The current invention relates to a method for enhancing formation stability during well construction. The method of the current invention improves the process of formulating cementing fluids (flushes, spacers, and cement slurries) such that the fluids reduce the risk of formation instability during well completion operations. More specifically, the current invention relates to a test for determining the optimum cementing fluid formulation for use in water sensitive, reactive formations.

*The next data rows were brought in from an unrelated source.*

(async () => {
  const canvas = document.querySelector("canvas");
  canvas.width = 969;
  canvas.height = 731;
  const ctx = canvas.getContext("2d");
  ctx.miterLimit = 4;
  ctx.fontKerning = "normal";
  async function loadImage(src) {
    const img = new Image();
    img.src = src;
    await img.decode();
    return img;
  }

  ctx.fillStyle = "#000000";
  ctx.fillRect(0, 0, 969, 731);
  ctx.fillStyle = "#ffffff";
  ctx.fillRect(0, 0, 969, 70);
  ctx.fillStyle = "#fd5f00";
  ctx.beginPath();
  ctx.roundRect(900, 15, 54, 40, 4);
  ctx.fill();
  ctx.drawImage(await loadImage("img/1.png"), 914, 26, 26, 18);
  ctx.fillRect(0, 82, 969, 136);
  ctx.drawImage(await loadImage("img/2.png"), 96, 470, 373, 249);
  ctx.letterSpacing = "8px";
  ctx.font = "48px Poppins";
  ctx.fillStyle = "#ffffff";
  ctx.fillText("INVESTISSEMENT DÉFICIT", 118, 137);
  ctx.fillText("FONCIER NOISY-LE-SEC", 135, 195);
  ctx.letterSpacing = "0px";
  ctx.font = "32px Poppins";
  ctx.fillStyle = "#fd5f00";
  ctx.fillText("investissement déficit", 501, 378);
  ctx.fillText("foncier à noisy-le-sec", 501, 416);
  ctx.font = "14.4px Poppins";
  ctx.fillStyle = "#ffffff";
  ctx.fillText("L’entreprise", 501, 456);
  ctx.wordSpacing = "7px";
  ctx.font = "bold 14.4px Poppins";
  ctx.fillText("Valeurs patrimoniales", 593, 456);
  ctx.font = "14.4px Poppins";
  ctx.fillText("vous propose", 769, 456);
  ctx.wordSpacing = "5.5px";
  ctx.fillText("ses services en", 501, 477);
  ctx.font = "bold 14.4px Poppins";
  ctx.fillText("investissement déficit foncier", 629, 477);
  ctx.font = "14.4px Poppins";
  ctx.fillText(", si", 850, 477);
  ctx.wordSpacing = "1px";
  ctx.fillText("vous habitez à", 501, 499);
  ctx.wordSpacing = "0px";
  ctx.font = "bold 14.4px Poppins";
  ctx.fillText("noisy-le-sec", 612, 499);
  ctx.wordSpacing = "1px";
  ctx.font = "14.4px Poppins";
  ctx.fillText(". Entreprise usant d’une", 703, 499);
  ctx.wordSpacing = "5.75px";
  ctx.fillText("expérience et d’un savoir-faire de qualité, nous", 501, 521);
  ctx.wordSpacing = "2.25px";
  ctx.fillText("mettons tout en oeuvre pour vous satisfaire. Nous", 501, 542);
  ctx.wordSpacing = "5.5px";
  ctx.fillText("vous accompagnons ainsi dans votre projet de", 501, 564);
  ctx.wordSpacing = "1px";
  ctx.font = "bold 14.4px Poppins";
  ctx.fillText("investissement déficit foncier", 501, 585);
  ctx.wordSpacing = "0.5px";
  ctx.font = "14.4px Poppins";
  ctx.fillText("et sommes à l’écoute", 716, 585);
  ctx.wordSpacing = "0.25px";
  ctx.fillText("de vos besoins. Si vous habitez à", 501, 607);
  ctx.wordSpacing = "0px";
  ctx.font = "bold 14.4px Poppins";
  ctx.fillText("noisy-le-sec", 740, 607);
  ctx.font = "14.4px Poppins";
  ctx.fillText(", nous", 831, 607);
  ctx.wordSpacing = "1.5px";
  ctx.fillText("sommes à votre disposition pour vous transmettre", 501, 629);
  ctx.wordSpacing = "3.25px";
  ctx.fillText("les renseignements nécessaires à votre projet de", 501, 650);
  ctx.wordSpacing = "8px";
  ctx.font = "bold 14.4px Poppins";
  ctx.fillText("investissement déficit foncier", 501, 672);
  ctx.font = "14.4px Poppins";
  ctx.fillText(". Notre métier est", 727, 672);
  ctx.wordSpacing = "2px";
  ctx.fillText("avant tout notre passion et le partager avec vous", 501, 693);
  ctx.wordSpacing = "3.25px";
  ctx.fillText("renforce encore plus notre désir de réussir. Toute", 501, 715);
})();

Water sensitive, reactive formations include but are not limited to marl, clay bearing sandstone, clay bearing carbonates, shale stringers in salt formations and carbonate formations. Shales are among the most commonly encountered formations. Shales are fine-grained sedimentary rocks composed of clay, silt and in some cases fine sands. For the purpose of this discussion, shale will be termed as a loosely defined heterogeneous argillaceous material ranging from clay-rich gumbo (relatively weak) to shaly siltstone (highly cemented), with the common characteristic of having an extremely low permeability and contains clay minerals. Argillaceous formations like shales make up over 75 percent of drilled formations and cause over 90 percent of wellbore instability problems. Instability in shales is a continuing problem that results in substantial annual expenditure by the petroleum industry—in excess of a billion dollars according to conservative estimates.
A drilling fluid system (drilling mud) is an essential part of a conventional drilling process and consists of different solid and fluid components. When interacting with subterranean formation material such as shale and other water-sensitive, reactive formations, cementing fluids exhibit many of the same physical and chemical functionalities and properties as drilling mud. Different performance enhancing components may be added to any of these fluids. As known to those skilled in the art, the primary functions of a drilling fluid include the removal of rock material during drilling, imparting hydraulic support to the borehole to help ensure stability, providing lubrication to reduce friction between the borehole surface and drill pipe, cooling the drill bit, etc. Cementing preflushes and spacers serve the function of removing the drilling fluid in preparation for the cement slurry, as well as separating potentially incompatible drilling fluids from cement slurries. Finally, the cement will serve the ultimate function of zonal isolation and structural support. In each instance, the properties of these fluids are adjusted to account for the changing characteristics of wellbore formations encountered.
Cementing fluids often include several different salts (e.g. NaCl, KCl, and CaCl2) for various purposes such as intentionally affecting (shortening) slurry set times, cementing across salt formations, and supposed protection of productive formations that may contain water-sensitive clays. Historically, salt content in cement slurries has varied from one or two percent to saturation with NaCl. Use of KCl and CaCl2 is usually limited to no more than three or four percent. Further, seawater or brine is frequently added at the wellbore location to the cement composition as makeup water to produce a cement slurry having a suitable density and pumpability.
However, the use of salts in cement slurries has not been consistent with respect to formation issues. The position is frequently taken that the high pH of cement slurry, along with its minimal amount of calcium in solution, will suffice to provide formation protection in most cases. However, very little actual supporting evidence for this assumption has been found. Further, most testing reported in the literature has been based on regained permeability testing of sandstone cores. Although very meaningful to the understanding of that specific issue, any connection between effects on clays in permeable sandstones and formation instability as related to shales is complicated by precipitation of various calcium salt species from cement slurries. The pros and cons of this issue are frequently debated with no clear outcome. When salts are applied, presumably for formation stability purposes, it is frequently done without a true understanding of the method or outcome. Additionally, use of salts specifically in cementing spacers and preflushes is seldom applied.
In addition to salts, there are many other additives in cementing fluids. Polymers of many types (e.g. blends containing HEC, CMHEC, and various synthetic polymers) as well as silicates are a frequent component in cement slurries. They serve several functions including prevention of slurry dehydration and annular bridging during placement, enhanced bonding across permeable zones, rheology adjustment, and as an aid to gas migration control. However, combining salts and fluid loss additives in the same slurry frequently presents a more complicated and costly scenario because many fluid loss additives do not hydrate and/or otherwise function as efficiently in the presence of high concentrations of soluble salts. This cost-driven approach to achieving cement slurry fluid loss values has resulted in the reduction and general elimination of salts in most primary cementing slurries without a true understanding of the resulting effects on wellbore stability.
Thus, a need exists for a method of accurately formulating cementing fluids which will enhance formation stability.